Entries provided =>
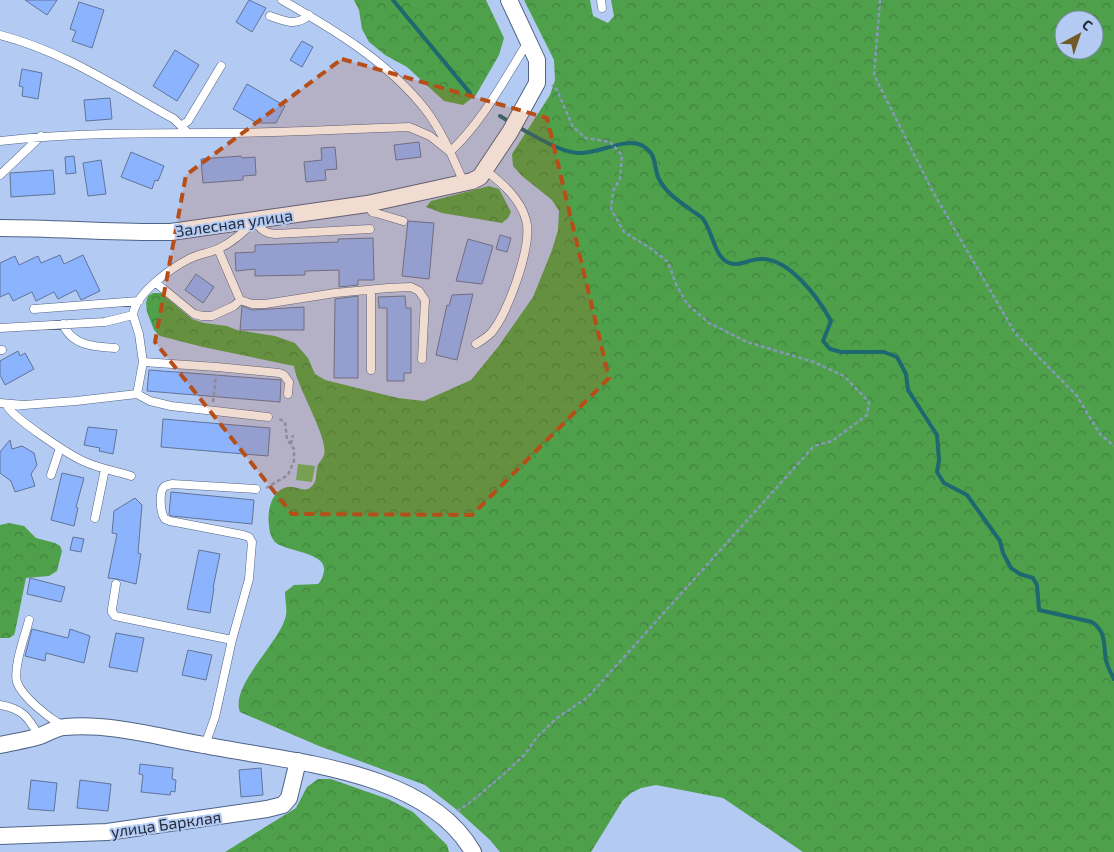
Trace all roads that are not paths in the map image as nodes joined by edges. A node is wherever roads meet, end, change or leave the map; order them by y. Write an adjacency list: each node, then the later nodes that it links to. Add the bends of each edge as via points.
1 (282, 0): 3 (lane)
2 (509, 0): 6 (street, Залесная улица)
3 (309, 15): 4 (lane, via 298,22); 11 (lane, via 379,63 412,94 438,128)
4 (270, 16)
5 (0, 36): 8 (lane, via 64,58 174,119)
6 (529, 41): 11 (lane, via 479,120); 12 (street, Залесная улица, via 537,60 537,83)
7 (221, 66): 8 (lane)
8 (184, 129): 9 (lane); 11 (lane, via 216,133 408,128 430,136)
9 (41, 136): 10 (lane); 13 (lane)
10 (0, 141)
11 (450, 152): 14 (lane)
12 (486, 170): 14 (street, Залесная улица, via 480,177); 29 (lane, via 516,200 526,219 528,233 516,283 505,310 491,334)
13 (0, 175)
14 (464, 183): 15 (street, Залесная улица)
15 (367, 204): 16 (street, Залесная улица); 17 (lane, via 376,213)
16 (254, 220): 18 (street, Залесная улица, via 171,232); 19 (lane, via 260,229 275,234); 20 (lane)
17 (403, 221)
18 (0, 228)
19 (370, 229)
20 (218, 249): 21 (lane, via 191,258); 23 (lane)
21 (156, 283): 23 (lane, via 194,314 202,316 212,316); 24 (lane)
22 (371, 290): 23 (lane, via 265,304); 31 (lane, via 411,287 420,291 425,300); 33 (lane)
23 (240, 300)
24 (139, 301): 25 (lane); 26 (lane)
25 (34, 309)
26 (133, 315): 27 (lane, via 106,322); 32 (lane)
27 (63, 324): 28 (lane); 30 (lane, via 66,331 81,343)
28 (0, 328)
29 (476, 344)
30 (115, 348)
31 (422, 359)
32 (142, 362): 34 (lane); 35 (lane, via 217,366 284,375 289,382)
33 (371, 370)
34 (137, 394): 36 (lane, via 24,405); 37 (lane, via 159,404)
35 (288, 394)
36 (3, 403): 38 (lane)
37 (268, 417)
38 (60, 448): 39 (lane); 40 (lane)
39 (105, 469): 41 (lane); 43 (lane)
40 (51, 475)
41 (131, 476)
42 (256, 490): 46 (lane, via 172,484 162,490 164,518 243,535 252,542 249,579)
43 (95, 518)
44 (116, 584): 46 (lane, via 112,609 115,616)
45 (28, 620): 48 (lane, via 16,680 26,696 50,719)
46 (232, 640): 51 (lane, via 215,717)
47 (0, 705): 49 (lane, via 26,716)
48 (63, 726): 49 (street); 51 (street, via 138,732)
49 (39, 736): 50 (street)
50 (0, 746)
51 (205, 746): 52 (street)
52 (298, 761): 53 (street, улица Барклая, via 289,798 283,805 107,832); 54 (street, via 370,778 418,798 448,821)
53 (0, 836)
54 (473, 852)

Your objective => Copy out all lines of the material above in which "улица" occurs.

Answer space =>
2 (509, 0): 6 (street, Залесная улица)
6 (529, 41): 11 (lane, via 479,120); 12 (street, Залесная улица, via 537,60 537,83)
12 (486, 170): 14 (street, Залесная улица, via 480,177); 29 (lane, via 516,200 526,219 528,233 516,283 505,310 491,334)
14 (464, 183): 15 (street, Залесная улица)
15 (367, 204): 16 (street, Залесная улица); 17 (lane, via 376,213)
16 (254, 220): 18 (street, Залесная улица, via 171,232); 19 (lane, via 260,229 275,234); 20 (lane)
52 (298, 761): 53 (street, улица Барклая, via 289,798 283,805 107,832); 54 (street, via 370,778 418,798 448,821)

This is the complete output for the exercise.